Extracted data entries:
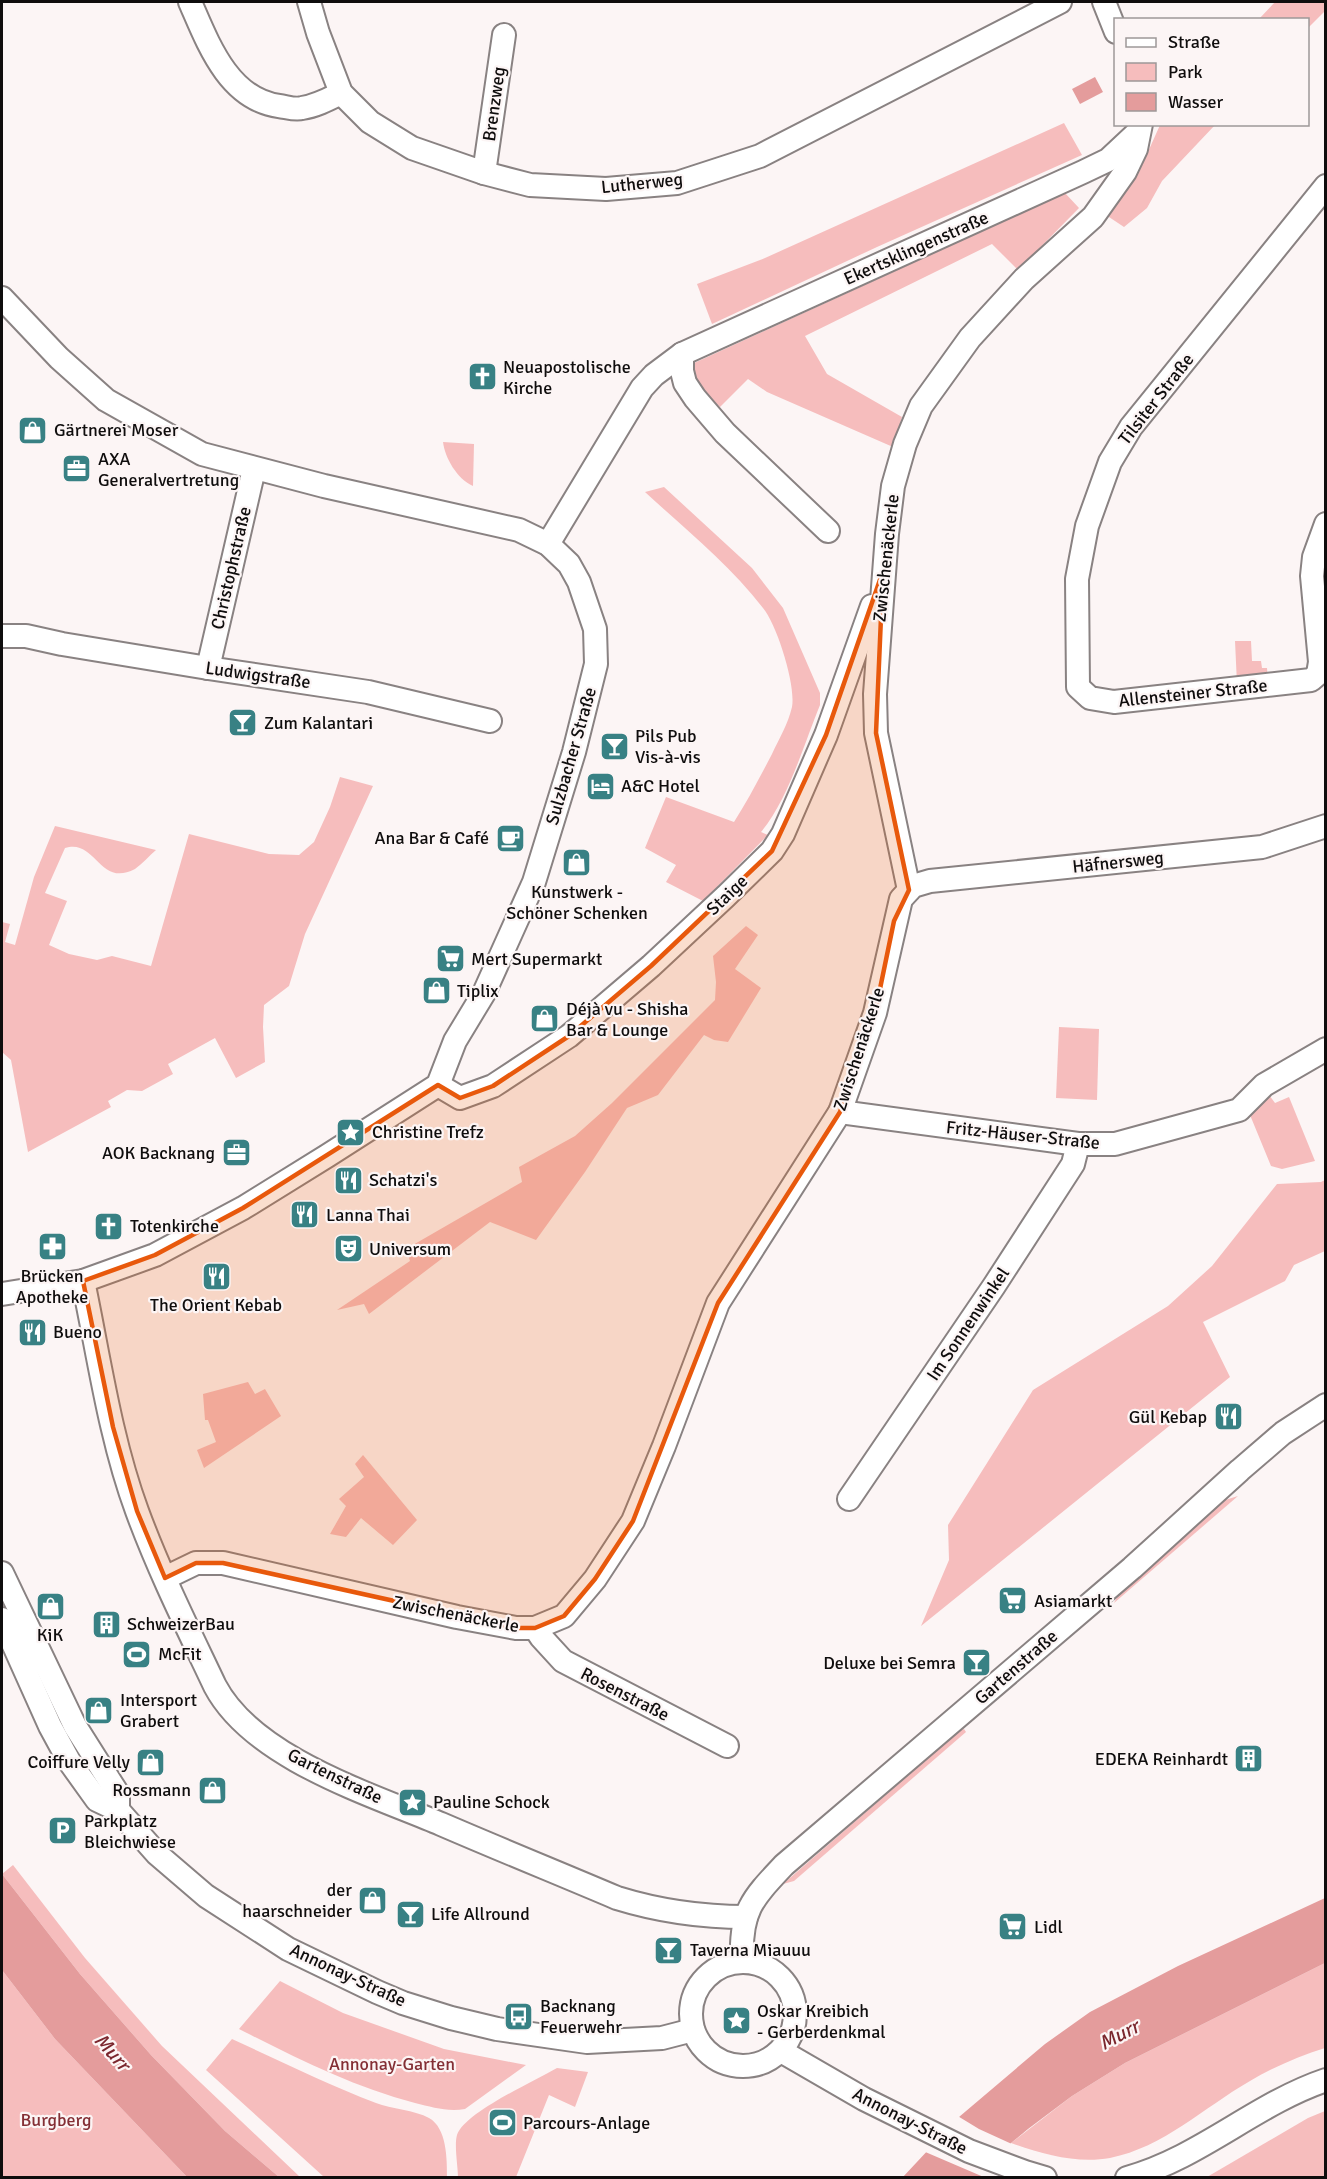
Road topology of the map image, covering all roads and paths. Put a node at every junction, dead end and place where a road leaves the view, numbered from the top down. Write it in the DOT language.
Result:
graph roads {
  1 [pos="190,2"];
  2 [pos="309,2"];
  3 [pos="1060,2"];
  4 [pos="1104,2"];
  5 [pos="1114,27"];
  6 [pos="504,35"];
  7 [pos="341,93"];
  8 [pos="1142,126"];
  9 [pos="484,173"];
  10 [pos="1326,186"];
  11 [pos="2,298"];
  12 [pos="681,354"];
  13 [pos="254,469"];
  14 [pos="1326,524"];
  15 [pos="828,531"];
  16 [pos="548,544"];
  17 [pos="884,571"];
  18 [pos="2,624"];
  19 [pos="2,636"];
  20 [pos="26,636"];
  21 [pos="208,668"];
  22 [pos="1078,687"];
  23 [pos="490,721"];
  24 [pos="1326,826"];
  25 [pos="909,890"];
  26 [pos="1326,1049"];
  27 [pos="438,1085"];
  28 [pos="840,1112"];
  29 [pos="1078,1144"];
  30 [pos="83,1281"];
  31 [pos="2,1294"];
  32 [pos="1326,1404"];
  33 [pos="849,1500"];
  34 [pos="2,1573"];
  35 [pos="165,1578"];
  36 [pos="2,1619"];
  37 [pos="535,1628"];
  38 [pos="726,1746"];
  39 [pos="118,1810"];
  40 [pos="746,1917"];
  41 [pos="742,1960"];
  42 [pos="693,2030"];
  43 [pos="782,2051"];
  44 [pos="1326,2080"];
  45 [pos="1035,2175"];
  46 [pos="1127,2178"];
  1 -- 7 [label="street"];
  2 -- 7 [label="street, Lutherweg"];
  3 -- 9 [label="street, Lutherweg"];
  4 -- 5 [label="street"];
  6 -- 9 [label="street, Brenzweg"];
  7 -- 9 [label="street, Lutherweg"];
  8 -- 12 [label="street, Ekertsklingenstraße"];
  8 -- 17 [label="street, Zwischenäckerle"];
  10 -- 22 [label="street, Tilsiter Straße"];
  11 -- 13 [label="street, Sulzbacher Straße"];
  12 -- 15 [label="street"];
  12 -- 16 [label="street, Ekertsklingenstraße"];
  13 -- 16 [label="street, Sulzbacher Straße"];
  13 -- 21 [label="street, Christophstraße"];
  14 -- 22 [label="street, Allensteiner Straße"];
  16 -- 27 [label="street, Sulzbacher Straße"];
  17 -- 25 [label="street, Zwischenäckerle"];
  17 -- 27 [label="street, Staige"];
  18 -- 20 [label="street, Ludwigstraße"];
  19 -- 20 [label="street, Ludwigstraße"];
  20 -- 21 [label="street, Ludwigstraße"];
  21 -- 23 [label="street, Ludwigstraße"];
  24 -- 25 [label="street, Häfnersweg"];
  25 -- 28 [label="street, Zwischenäckerle"];
  26 -- 29 [label="street, Fritz-Häuser-Straße"];
  27 -- 30 [label="street"];
  28 -- 29 [label="street, Fritz-Häuser-Straße"];
  28 -- 37 [label="street, Zwischenäckerle"];
  29 -- 33 [label="street, Im Sonnenwinkel"];
  30 -- 31 [label="street"];
  30 -- 35 [label="street, Gartenstraße"];
  32 -- 40 [label="street, Gartenstraße"];
  34 -- 39 [label="street, Annonay-Straße"];
  35 -- 37 [label="street, Zwischenäckerle"];
  35 -- 40 [label="street, Gartenstraße"];
  36 -- 39 [label="street, Annonay-Straße"];
  37 -- 38 [label="street, Rosenstraße"];
  39 -- 42 [label="street, Annonay-Straße"];
  40 -- 41 [label="street, Gartenstraße"];
  41 -- 42 [label="street"];
  41 -- 43 [label="street"];
  42 -- 43 [label="street"];
  43 -- 45 [label="street, Annonay-Straße"];
  44 -- 46 [label="street"];
}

TASK BRIEF: Each line of the data should be quoted exactly, with pictures left out.

ANSWER BOX:
Road topology of the map image, covering all roads and paths. Put a node at every junction, dead end and place where a road leaves the view, numbered from the top down. Write it in the DOT language.
Result:
graph roads {
  1 [pos="190,2"];
  2 [pos="309,2"];
  3 [pos="1060,2"];
  4 [pos="1104,2"];
  5 [pos="1114,27"];
  6 [pos="504,35"];
  7 [pos="341,93"];
  8 [pos="1142,126"];
  9 [pos="484,173"];
  10 [pos="1326,186"];
  11 [pos="2,298"];
  12 [pos="681,354"];
  13 [pos="254,469"];
  14 [pos="1326,524"];
  15 [pos="828,531"];
  16 [pos="548,544"];
  17 [pos="884,571"];
  18 [pos="2,624"];
  19 [pos="2,636"];
  20 [pos="26,636"];
  21 [pos="208,668"];
  22 [pos="1078,687"];
  23 [pos="490,721"];
  24 [pos="1326,826"];
  25 [pos="909,890"];
  26 [pos="1326,1049"];
  27 [pos="438,1085"];
  28 [pos="840,1112"];
  29 [pos="1078,1144"];
  30 [pos="83,1281"];
  31 [pos="2,1294"];
  32 [pos="1326,1404"];
  33 [pos="849,1500"];
  34 [pos="2,1573"];
  35 [pos="165,1578"];
  36 [pos="2,1619"];
  37 [pos="535,1628"];
  38 [pos="726,1746"];
  39 [pos="118,1810"];
  40 [pos="746,1917"];
  41 [pos="742,1960"];
  42 [pos="693,2030"];
  43 [pos="782,2051"];
  44 [pos="1326,2080"];
  45 [pos="1035,2175"];
  46 [pos="1127,2178"];
  1 -- 7 [label="street"];
  2 -- 7 [label="street, Lutherweg"];
  3 -- 9 [label="street, Lutherweg"];
  4 -- 5 [label="street"];
  6 -- 9 [label="street, Brenzweg"];
  7 -- 9 [label="street, Lutherweg"];
  8 -- 12 [label="street, Ekertsklingenstraße"];
  8 -- 17 [label="street, Zwischenäckerle"];
  10 -- 22 [label="street, Tilsiter Straße"];
  11 -- 13 [label="street, Sulzbacher Straße"];
  12 -- 15 [label="street"];
  12 -- 16 [label="street, Ekertsklingenstraße"];
  13 -- 16 [label="street, Sulzbacher Straße"];
  13 -- 21 [label="street, Christophstraße"];
  14 -- 22 [label="street, Allensteiner Straße"];
  16 -- 27 [label="street, Sulzbacher Straße"];
  17 -- 25 [label="street, Zwischenäckerle"];
  17 -- 27 [label="street, Staige"];
  18 -- 20 [label="street, Ludwigstraße"];
  19 -- 20 [label="street, Ludwigstraße"];
  20 -- 21 [label="street, Ludwigstraße"];
  21 -- 23 [label="street, Ludwigstraße"];
  24 -- 25 [label="street, Häfnersweg"];
  25 -- 28 [label="street, Zwischenäckerle"];
  26 -- 29 [label="street, Fritz-Häuser-Straße"];
  27 -- 30 [label="street"];
  28 -- 29 [label="street, Fritz-Häuser-Straße"];
  28 -- 37 [label="street, Zwischenäckerle"];
  29 -- 33 [label="street, Im Sonnenwinkel"];
  30 -- 31 [label="street"];
  30 -- 35 [label="street, Gartenstraße"];
  32 -- 40 [label="street, Gartenstraße"];
  34 -- 39 [label="street, Annonay-Straße"];
  35 -- 37 [label="street, Zwischenäckerle"];
  35 -- 40 [label="street, Gartenstraße"];
  36 -- 39 [label="street, Annonay-Straße"];
  37 -- 38 [label="street, Rosenstraße"];
  39 -- 42 [label="street, Annonay-Straße"];
  40 -- 41 [label="street, Gartenstraße"];
  41 -- 42 [label="street"];
  41 -- 43 [label="street"];
  42 -- 43 [label="street"];
  43 -- 45 [label="street, Annonay-Straße"];
  44 -- 46 [label="street"];
}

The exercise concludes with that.